The course uses the classic method of call and response—listening to melodic ideas, singing them in response, and then playing them, gradually building skills to recognize and play back more complex melodic ideas in all keys and scale types. You will practice identifying bass lines, melodies, intervals, scale types, and rhythms by ear, and then transcribing them. You will also perform melodies, rhythms, and melodic duets in a variety of keys and modes. The course features a number of creative ear training exercises, in which you write simple melodies and rhythms and sing or play them, or improvise a melodic idea and then identify the pitches and rhythms. Each lesson will also include sight singing of melodies and rhythms.

The course uses musical examples from many artists, styles, and eras, including John Coltrane, Miles Davis, Keith Jarrett, The Beatles, Jimi Hendrix, King Oliver, Bessie Smith, and other examples from jazz, blues, rock, R&B, folk, country, classical, and film music.

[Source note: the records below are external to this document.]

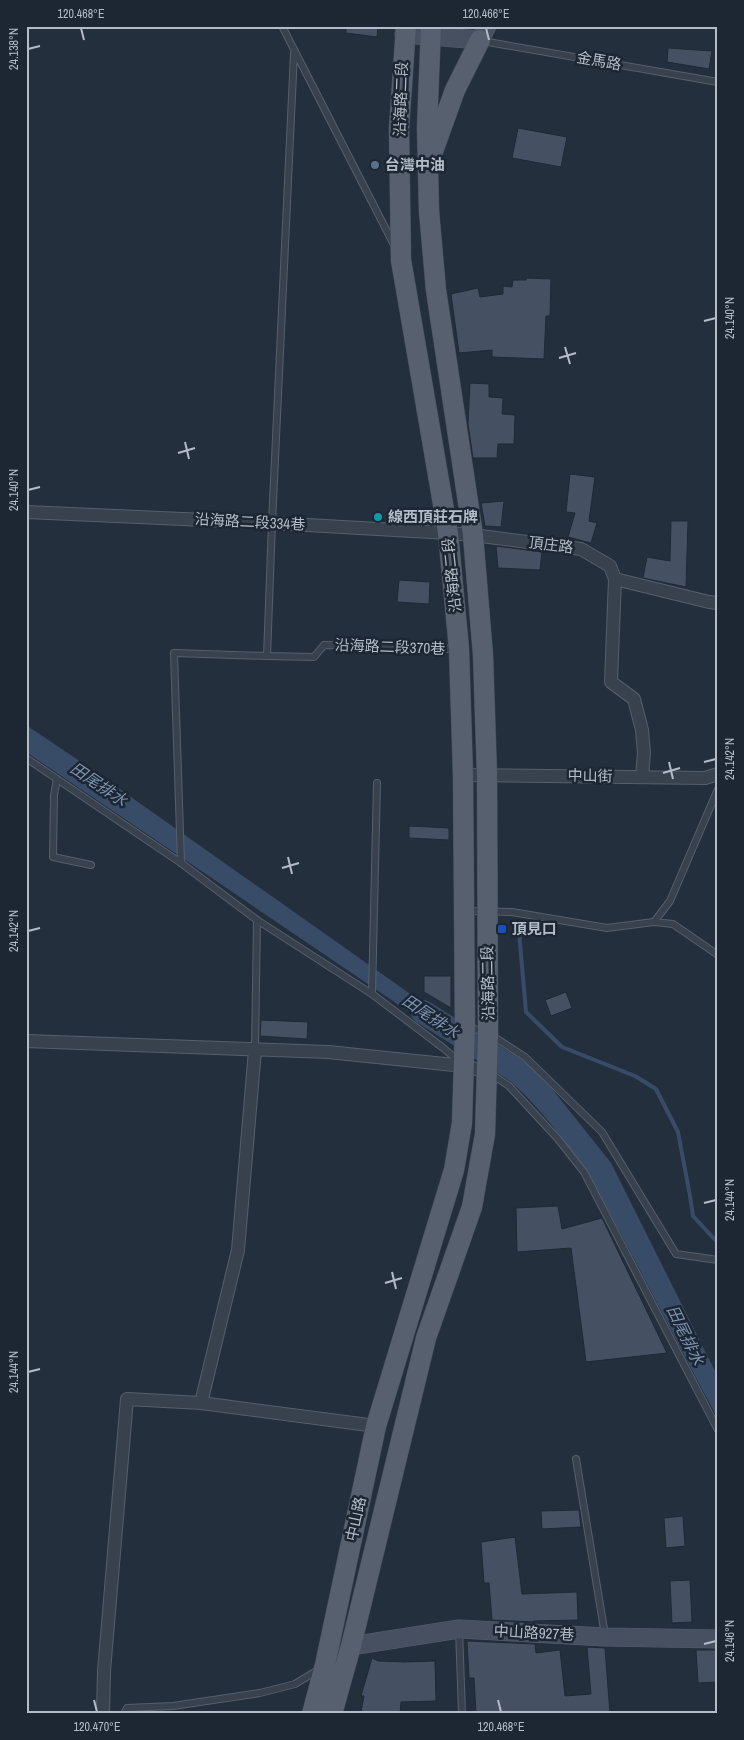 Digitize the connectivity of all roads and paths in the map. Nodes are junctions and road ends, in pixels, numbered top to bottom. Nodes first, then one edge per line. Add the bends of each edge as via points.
1 (282, 26) edge
2 (405, 30) edge
3 (431, 31) edge
4 (484, 33) edge
5 (294, 53) junction
6 (718, 82) edge
7 (428, 166) junction
8 (401, 260) junction
9 (26, 512) edge
10 (272, 523) junction
11 (448, 533) junction
12 (474, 536) junction
13 (615, 579) junction
14 (718, 602) edge
15 (459, 650) junction
16 (267, 656) junction
17 (26, 758) edge
18 (718, 774) edge
19 (462, 775) junction
20 (487, 775) junction
21 (642, 777) junction
22 (57, 779) junction
23 (377, 783) dead end
24 (718, 789) edge
25 (181, 863) junction
26 (91, 865) dead end
27 (464, 911) junction
28 (487, 911) junction
29 (257, 920) junction
30 (654, 922) junction
31 (718, 955) edge
32 (372, 994) junction
33 (465, 1026) junction
34 (488, 1033) junction
35 (26, 1041) edge
36 (255, 1050) junction
37 (464, 1066) junction
38 (487, 1072) junction
39 (718, 1260) edge
40 (201, 1403) junction
41 (376, 1426) junction
42 (718, 1430) edge
43 (576, 1459) dead end
44 (458, 1629) junction
45 (605, 1636) junction
46 (718, 1639) edge
47 (348, 1648) junction
48 (328, 1663) junction
49 (103, 1714) edge
50 (124, 1714) edge
51 (312, 1714) edge
52 (332, 1714) edge
53 (462, 1714) edge

1 - 5 lane
2 - 3 street, 沿海路二段
2 - 8 main road, 沿海路二段 via 400,129
3 - 4 street, 沿海路二段
3 - 7 main road, 沿海路二段
4 - 6 lane, 金馬路
4 - 7 main road via 455,90
5 - 8 lane
5 - 10 lane
7 - 12 main road, 沿海路二段 via 436,290
8 - 11 main road, 沿海路二段
9 - 10 street, 沿海路二段334巷
10 - 11 street, 沿海路二段334巷
10 - 16 lane
11 - 12 street, 沿海路二段334巷
11 - 15 main road, 沿海路二段
12 - 13 street, 頂庄路 via 582,549 610,566
12 - 20 main road, 沿海路二段 via 483,655
13 - 14 street
13 - 21 street via 611,682 634,699 642,730
15 - 16 lane, 沿海路二段370巷 via 324,645 314,657
15 - 19 main road, 沿海路二段
16 - 25 lane via 174,653
17 - 22 lane
18 - 21 street, 中山街 via 705,778
19 - 20 street, 中山街
19 - 27 main road, 沿海路二段
20 - 21 street, 中山街
20 - 28 main road, 沿海路二段
22 - 25 lane
22 - 26 lane via 53,857
23 - 32 lane
24 - 30 lane via 670,901
25 - 29 lane
27 - 28 lane
27 - 33 main road, 沿海路二段
28 - 30 lane via 512,912 607,928
28 - 34 main road, 沿海路二段
29 - 32 lane
29 - 36 lane
30 - 31 lane via 673,924
32 - 37 lane
33 - 34 lane
33 - 37 main road, 沿海路二段
34 - 38 main road, 沿海路二段
34 - 39 lane via 525,1057 602,1132 676,1254
35 - 36 street
36 - 37 street via 328,1052
36 - 40 street via 238,1250
37 - 38 street
37 - 41 main road, 中山路 via 462,1123 454,1170
38 - 42 lane via 509,1086 584,1172
38 - 47 main road, 中山路 via 485,1134 472,1207 426,1338
40 - 41 street
40 - 49 street via 127,1399
41 - 48 main road, 中山路
43 - 45 lane
44 - 45 street, 中山路927巷
44 - 47 street, 中山路927巷
44 - 53 lane
45 - 46 street, 中山路927巷
47 - 52 main road, 中山路
48 - 50 lane via 295,1684 260,1693 173,1706 127,1708
48 - 51 main road, 中山路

The goal of the course is to make you better able to recognize the notes and rhythms you hear, play what you imagine, write down musical ideas, and hear the sounds clearly as you read music notation. Performance ear training skills will make you a better performer, improviser, band member, accompanist, songwriter, composer, arranger, producer, and/or teacher.

By the end of the course, you will be able to:

  • Recognize, sing, play, and transcribe melodies and bass lines in any key and scale, including major, minor, pentatonic, blues, or modal
  • Recognize, perform, and transcribe all the common rhythms in all the common meters, including sixteenth-note syncopations, triplets, and swing rhythms in 4/4, 2/2, 2/4, 3/4, 6/8, and 12/8
  • Sight sing melodies and rhythms from notation (if pursuing the optional sight-singing track)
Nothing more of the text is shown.